● WHAT THIS TASK INVOLVES:
How many lines in the records below contain the word "their"? Answer with the number only.

--- MATERIAL FOR THE TASK Enclosed Below ---

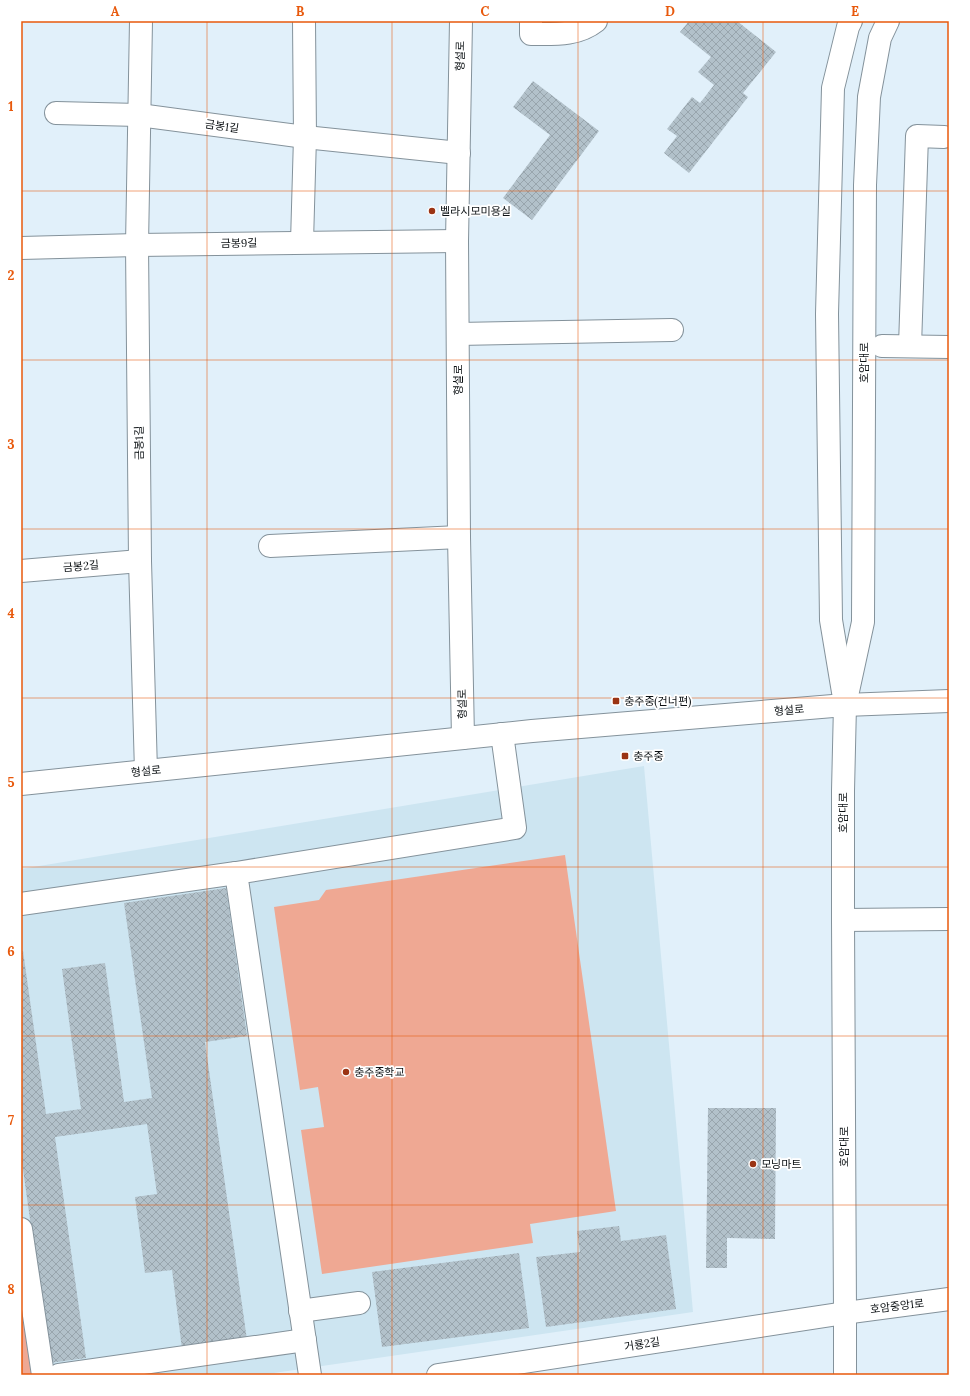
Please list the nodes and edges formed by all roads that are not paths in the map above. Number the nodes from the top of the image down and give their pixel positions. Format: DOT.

--- End of Enclosed MATERIAL FOR THE TASK ---
--- MATERIAL FOR THE TASK Enclosed Below ---

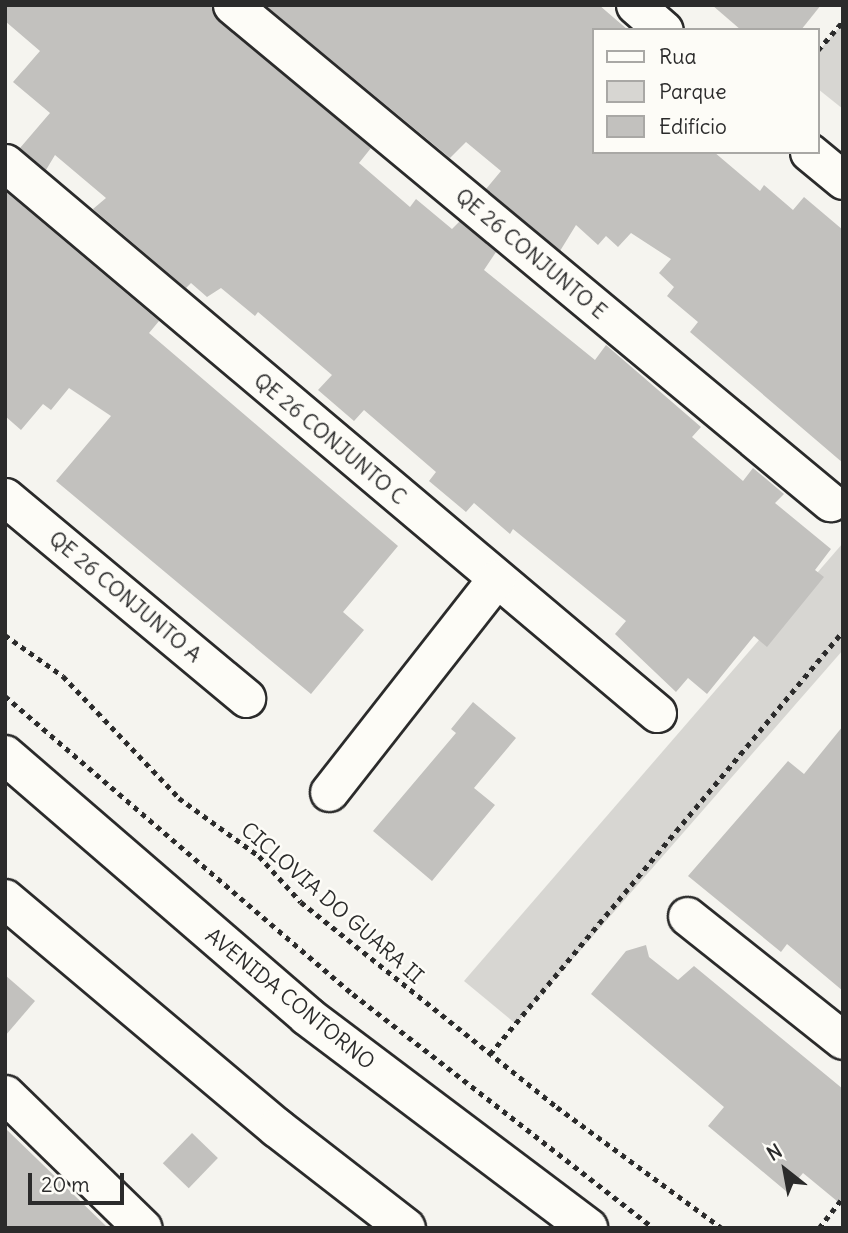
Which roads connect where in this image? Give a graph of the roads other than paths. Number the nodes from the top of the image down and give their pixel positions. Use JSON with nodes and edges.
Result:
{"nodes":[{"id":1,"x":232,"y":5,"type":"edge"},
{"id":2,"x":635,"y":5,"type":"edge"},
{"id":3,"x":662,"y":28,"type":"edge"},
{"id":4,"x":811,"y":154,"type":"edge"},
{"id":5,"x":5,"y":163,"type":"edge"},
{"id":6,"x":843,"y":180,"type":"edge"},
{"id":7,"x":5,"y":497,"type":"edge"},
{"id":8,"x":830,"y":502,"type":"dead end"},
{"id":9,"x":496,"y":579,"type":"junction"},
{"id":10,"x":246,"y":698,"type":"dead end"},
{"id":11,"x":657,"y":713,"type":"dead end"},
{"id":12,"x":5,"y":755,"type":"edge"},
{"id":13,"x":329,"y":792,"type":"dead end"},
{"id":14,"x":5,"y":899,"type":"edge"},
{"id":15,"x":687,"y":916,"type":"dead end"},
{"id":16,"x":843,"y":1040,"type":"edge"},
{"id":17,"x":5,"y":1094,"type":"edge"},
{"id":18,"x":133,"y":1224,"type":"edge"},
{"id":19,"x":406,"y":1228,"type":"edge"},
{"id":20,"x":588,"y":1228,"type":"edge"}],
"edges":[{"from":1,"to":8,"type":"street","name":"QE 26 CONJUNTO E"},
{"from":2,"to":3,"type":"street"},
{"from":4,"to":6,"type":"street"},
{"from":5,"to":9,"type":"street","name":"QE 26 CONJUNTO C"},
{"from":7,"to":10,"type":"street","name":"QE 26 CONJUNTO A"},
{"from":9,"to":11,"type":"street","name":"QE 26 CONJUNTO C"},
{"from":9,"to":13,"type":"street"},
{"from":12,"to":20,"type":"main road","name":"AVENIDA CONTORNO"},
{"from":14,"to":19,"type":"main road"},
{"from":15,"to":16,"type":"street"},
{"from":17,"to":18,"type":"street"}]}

--- End of Enclosed MATERIAL FOR THE TASK ---

● RESULT OF THIS EXERCISE:
2